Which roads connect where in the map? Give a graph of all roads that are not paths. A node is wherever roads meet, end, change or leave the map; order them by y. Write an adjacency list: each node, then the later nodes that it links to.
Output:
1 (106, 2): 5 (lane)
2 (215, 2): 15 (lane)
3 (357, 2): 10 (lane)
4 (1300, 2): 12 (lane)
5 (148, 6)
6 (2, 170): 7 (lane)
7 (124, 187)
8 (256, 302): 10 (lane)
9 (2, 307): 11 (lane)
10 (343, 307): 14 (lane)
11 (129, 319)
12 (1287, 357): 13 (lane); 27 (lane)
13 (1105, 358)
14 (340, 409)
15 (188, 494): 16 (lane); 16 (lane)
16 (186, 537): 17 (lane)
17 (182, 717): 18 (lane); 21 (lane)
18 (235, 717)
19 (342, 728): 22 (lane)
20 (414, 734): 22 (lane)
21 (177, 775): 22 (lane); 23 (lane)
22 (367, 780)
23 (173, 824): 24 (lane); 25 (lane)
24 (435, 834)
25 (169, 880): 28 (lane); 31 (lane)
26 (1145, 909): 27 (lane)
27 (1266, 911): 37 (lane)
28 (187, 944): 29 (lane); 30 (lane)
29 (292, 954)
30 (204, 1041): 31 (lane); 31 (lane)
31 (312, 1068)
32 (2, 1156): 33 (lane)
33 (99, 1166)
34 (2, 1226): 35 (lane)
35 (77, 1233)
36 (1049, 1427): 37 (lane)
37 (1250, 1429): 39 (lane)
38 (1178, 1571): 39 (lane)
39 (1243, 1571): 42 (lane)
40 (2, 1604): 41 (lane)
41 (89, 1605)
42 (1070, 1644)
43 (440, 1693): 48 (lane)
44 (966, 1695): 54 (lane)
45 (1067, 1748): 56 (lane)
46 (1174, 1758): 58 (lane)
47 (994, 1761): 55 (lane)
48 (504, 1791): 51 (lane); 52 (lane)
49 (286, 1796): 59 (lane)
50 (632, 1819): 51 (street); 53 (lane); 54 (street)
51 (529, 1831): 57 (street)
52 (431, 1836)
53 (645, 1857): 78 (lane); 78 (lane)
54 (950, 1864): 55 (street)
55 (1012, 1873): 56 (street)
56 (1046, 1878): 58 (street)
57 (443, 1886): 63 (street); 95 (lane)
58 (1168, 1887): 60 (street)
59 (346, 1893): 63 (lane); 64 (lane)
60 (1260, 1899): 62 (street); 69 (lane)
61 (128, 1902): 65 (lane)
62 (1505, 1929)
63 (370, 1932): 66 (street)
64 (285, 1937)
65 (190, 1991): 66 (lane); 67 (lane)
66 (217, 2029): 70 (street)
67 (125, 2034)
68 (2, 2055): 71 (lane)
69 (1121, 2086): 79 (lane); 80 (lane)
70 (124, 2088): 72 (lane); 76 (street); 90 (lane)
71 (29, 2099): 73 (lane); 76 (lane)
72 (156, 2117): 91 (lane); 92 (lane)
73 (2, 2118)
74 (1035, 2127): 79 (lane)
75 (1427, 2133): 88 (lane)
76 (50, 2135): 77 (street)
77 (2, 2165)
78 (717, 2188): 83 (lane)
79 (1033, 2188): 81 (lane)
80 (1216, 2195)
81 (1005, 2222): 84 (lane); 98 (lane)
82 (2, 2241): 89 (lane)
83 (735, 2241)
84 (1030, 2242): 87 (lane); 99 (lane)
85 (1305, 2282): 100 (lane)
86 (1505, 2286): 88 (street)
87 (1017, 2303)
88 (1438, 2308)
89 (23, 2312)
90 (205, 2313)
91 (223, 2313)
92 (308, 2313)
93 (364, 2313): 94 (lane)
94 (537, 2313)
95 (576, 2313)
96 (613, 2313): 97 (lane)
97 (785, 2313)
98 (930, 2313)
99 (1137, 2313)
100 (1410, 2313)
________________________
Required work
The full listing above should be retyped without any alteration.

Exercise answer
Which roads connect where in the map? Give a graph of all roads that are not paths. A node is wherever roads meet, end, change or leave the map; order them by y. Write an adjacency list: each node, then the later nodes that it links to.
Output:
1 (106, 2): 5 (lane)
2 (215, 2): 15 (lane)
3 (357, 2): 10 (lane)
4 (1300, 2): 12 (lane)
5 (148, 6)
6 (2, 170): 7 (lane)
7 (124, 187)
8 (256, 302): 10 (lane)
9 (2, 307): 11 (lane)
10 (343, 307): 14 (lane)
11 (129, 319)
12 (1287, 357): 13 (lane); 27 (lane)
13 (1105, 358)
14 (340, 409)
15 (188, 494): 16 (lane); 16 (lane)
16 (186, 537): 17 (lane)
17 (182, 717): 18 (lane); 21 (lane)
18 (235, 717)
19 (342, 728): 22 (lane)
20 (414, 734): 22 (lane)
21 (177, 775): 22 (lane); 23 (lane)
22 (367, 780)
23 (173, 824): 24 (lane); 25 (lane)
24 (435, 834)
25 (169, 880): 28 (lane); 31 (lane)
26 (1145, 909): 27 (lane)
27 (1266, 911): 37 (lane)
28 (187, 944): 29 (lane); 30 (lane)
29 (292, 954)
30 (204, 1041): 31 (lane); 31 (lane)
31 (312, 1068)
32 (2, 1156): 33 (lane)
33 (99, 1166)
34 (2, 1226): 35 (lane)
35 (77, 1233)
36 (1049, 1427): 37 (lane)
37 (1250, 1429): 39 (lane)
38 (1178, 1571): 39 (lane)
39 (1243, 1571): 42 (lane)
40 (2, 1604): 41 (lane)
41 (89, 1605)
42 (1070, 1644)
43 (440, 1693): 48 (lane)
44 (966, 1695): 54 (lane)
45 (1067, 1748): 56 (lane)
46 (1174, 1758): 58 (lane)
47 (994, 1761): 55 (lane)
48 (504, 1791): 51 (lane); 52 (lane)
49 (286, 1796): 59 (lane)
50 (632, 1819): 51 (street); 53 (lane); 54 (street)
51 (529, 1831): 57 (street)
52 (431, 1836)
53 (645, 1857): 78 (lane); 78 (lane)
54 (950, 1864): 55 (street)
55 (1012, 1873): 56 (street)
56 (1046, 1878): 58 (street)
57 (443, 1886): 63 (street); 95 (lane)
58 (1168, 1887): 60 (street)
59 (346, 1893): 63 (lane); 64 (lane)
60 (1260, 1899): 62 (street); 69 (lane)
61 (128, 1902): 65 (lane)
62 (1505, 1929)
63 (370, 1932): 66 (street)
64 (285, 1937)
65 (190, 1991): 66 (lane); 67 (lane)
66 (217, 2029): 70 (street)
67 (125, 2034)
68 (2, 2055): 71 (lane)
69 (1121, 2086): 79 (lane); 80 (lane)
70 (124, 2088): 72 (lane); 76 (street); 90 (lane)
71 (29, 2099): 73 (lane); 76 (lane)
72 (156, 2117): 91 (lane); 92 (lane)
73 (2, 2118)
74 (1035, 2127): 79 (lane)
75 (1427, 2133): 88 (lane)
76 (50, 2135): 77 (street)
77 (2, 2165)
78 (717, 2188): 83 (lane)
79 (1033, 2188): 81 (lane)
80 (1216, 2195)
81 (1005, 2222): 84 (lane); 98 (lane)
82 (2, 2241): 89 (lane)
83 (735, 2241)
84 (1030, 2242): 87 (lane); 99 (lane)
85 (1305, 2282): 100 (lane)
86 (1505, 2286): 88 (street)
87 (1017, 2303)
88 (1438, 2308)
89 (23, 2312)
90 (205, 2313)
91 (223, 2313)
92 (308, 2313)
93 (364, 2313): 94 (lane)
94 (537, 2313)
95 (576, 2313)
96 (613, 2313): 97 (lane)
97 (785, 2313)
98 (930, 2313)
99 (1137, 2313)
100 (1410, 2313)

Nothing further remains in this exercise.